* [WORK TO BE COMPLETED]: Please give back each line of the listing, unchanged in every word.
>>
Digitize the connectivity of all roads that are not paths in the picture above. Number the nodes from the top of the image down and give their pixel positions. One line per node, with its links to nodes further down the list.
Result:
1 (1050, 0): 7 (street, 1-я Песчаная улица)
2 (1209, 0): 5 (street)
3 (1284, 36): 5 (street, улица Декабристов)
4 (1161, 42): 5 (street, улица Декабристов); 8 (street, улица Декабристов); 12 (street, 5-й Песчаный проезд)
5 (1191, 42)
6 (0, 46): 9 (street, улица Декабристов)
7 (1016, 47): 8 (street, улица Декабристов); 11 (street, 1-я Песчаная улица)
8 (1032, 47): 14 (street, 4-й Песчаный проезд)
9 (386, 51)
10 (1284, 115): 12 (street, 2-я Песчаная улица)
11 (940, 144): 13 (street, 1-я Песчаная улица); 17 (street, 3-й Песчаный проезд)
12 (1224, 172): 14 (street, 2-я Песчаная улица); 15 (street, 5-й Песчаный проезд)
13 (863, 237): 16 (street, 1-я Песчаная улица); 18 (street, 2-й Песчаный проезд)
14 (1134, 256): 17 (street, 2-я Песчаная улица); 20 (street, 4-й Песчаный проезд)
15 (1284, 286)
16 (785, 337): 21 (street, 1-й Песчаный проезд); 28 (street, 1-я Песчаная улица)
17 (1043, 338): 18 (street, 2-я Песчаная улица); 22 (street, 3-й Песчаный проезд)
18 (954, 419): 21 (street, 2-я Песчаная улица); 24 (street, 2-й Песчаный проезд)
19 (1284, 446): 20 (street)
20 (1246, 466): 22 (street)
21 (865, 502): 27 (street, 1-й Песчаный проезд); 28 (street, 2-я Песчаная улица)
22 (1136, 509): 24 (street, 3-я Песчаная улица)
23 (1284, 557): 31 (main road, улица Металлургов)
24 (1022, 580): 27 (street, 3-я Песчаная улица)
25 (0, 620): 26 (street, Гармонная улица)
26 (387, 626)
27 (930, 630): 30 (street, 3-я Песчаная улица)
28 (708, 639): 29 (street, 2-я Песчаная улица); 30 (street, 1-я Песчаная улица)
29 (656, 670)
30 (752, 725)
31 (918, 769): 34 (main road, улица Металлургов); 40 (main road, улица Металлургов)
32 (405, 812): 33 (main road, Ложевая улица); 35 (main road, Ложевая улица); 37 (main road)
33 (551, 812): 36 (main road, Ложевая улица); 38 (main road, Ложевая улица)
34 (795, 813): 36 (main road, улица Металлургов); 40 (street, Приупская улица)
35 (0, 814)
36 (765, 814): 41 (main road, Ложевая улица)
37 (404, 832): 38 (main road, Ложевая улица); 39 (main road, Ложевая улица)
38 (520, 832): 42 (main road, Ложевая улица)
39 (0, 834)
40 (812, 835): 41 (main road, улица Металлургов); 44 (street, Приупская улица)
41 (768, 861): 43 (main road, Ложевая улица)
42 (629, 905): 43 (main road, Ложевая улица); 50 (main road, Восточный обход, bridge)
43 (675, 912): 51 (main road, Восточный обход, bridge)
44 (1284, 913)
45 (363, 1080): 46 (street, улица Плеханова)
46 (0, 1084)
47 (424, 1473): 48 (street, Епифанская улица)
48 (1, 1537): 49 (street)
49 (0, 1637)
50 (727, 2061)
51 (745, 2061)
<<
* [SOLVED EXERCISE]:
Digitize the connectivity of all roads that are not paths in the picture above. Number the nodes from the top of the image down and give their pixel positions. One line per node, with its links to nodes further down the list.
Result:
1 (1050, 0): 7 (street, 1-я Песчаная улица)
2 (1209, 0): 5 (street)
3 (1284, 36): 5 (street, улица Декабристов)
4 (1161, 42): 5 (street, улица Декабристов); 8 (street, улица Декабристов); 12 (street, 5-й Песчаный проезд)
5 (1191, 42)
6 (0, 46): 9 (street, улица Декабристов)
7 (1016, 47): 8 (street, улица Декабристов); 11 (street, 1-я Песчаная улица)
8 (1032, 47): 14 (street, 4-й Песчаный проезд)
9 (386, 51)
10 (1284, 115): 12 (street, 2-я Песчаная улица)
11 (940, 144): 13 (street, 1-я Песчаная улица); 17 (street, 3-й Песчаный проезд)
12 (1224, 172): 14 (street, 2-я Песчаная улица); 15 (street, 5-й Песчаный проезд)
13 (863, 237): 16 (street, 1-я Песчаная улица); 18 (street, 2-й Песчаный проезд)
14 (1134, 256): 17 (street, 2-я Песчаная улица); 20 (street, 4-й Песчаный проезд)
15 (1284, 286)
16 (785, 337): 21 (street, 1-й Песчаный проезд); 28 (street, 1-я Песчаная улица)
17 (1043, 338): 18 (street, 2-я Песчаная улица); 22 (street, 3-й Песчаный проезд)
18 (954, 419): 21 (street, 2-я Песчаная улица); 24 (street, 2-й Песчаный проезд)
19 (1284, 446): 20 (street)
20 (1246, 466): 22 (street)
21 (865, 502): 27 (street, 1-й Песчаный проезд); 28 (street, 2-я Песчаная улица)
22 (1136, 509): 24 (street, 3-я Песчаная улица)
23 (1284, 557): 31 (main road, улица Металлургов)
24 (1022, 580): 27 (street, 3-я Песчаная улица)
25 (0, 620): 26 (street, Гармонная улица)
26 (387, 626)
27 (930, 630): 30 (street, 3-я Песчаная улица)
28 (708, 639): 29 (street, 2-я Песчаная улица); 30 (street, 1-я Песчаная улица)
29 (656, 670)
30 (752, 725)
31 (918, 769): 34 (main road, улица Металлургов); 40 (main road, улица Металлургов)
32 (405, 812): 33 (main road, Ложевая улица); 35 (main road, Ложевая улица); 37 (main road)
33 (551, 812): 36 (main road, Ложевая улица); 38 (main road, Ложевая улица)
34 (795, 813): 36 (main road, улица Металлургов); 40 (street, Приупская улица)
35 (0, 814)
36 (765, 814): 41 (main road, Ложевая улица)
37 (404, 832): 38 (main road, Ложевая улица); 39 (main road, Ложевая улица)
38 (520, 832): 42 (main road, Ложевая улица)
39 (0, 834)
40 (812, 835): 41 (main road, улица Металлургов); 44 (street, Приупская улица)
41 (768, 861): 43 (main road, Ложевая улица)
42 (629, 905): 43 (main road, Ложевая улица); 50 (main road, Восточный обход, bridge)
43 (675, 912): 51 (main road, Восточный обход, bridge)
44 (1284, 913)
45 (363, 1080): 46 (street, улица Плеханова)
46 (0, 1084)
47 (424, 1473): 48 (street, Епифанская улица)
48 (1, 1537): 49 (street)
49 (0, 1637)
50 (727, 2061)
51 (745, 2061)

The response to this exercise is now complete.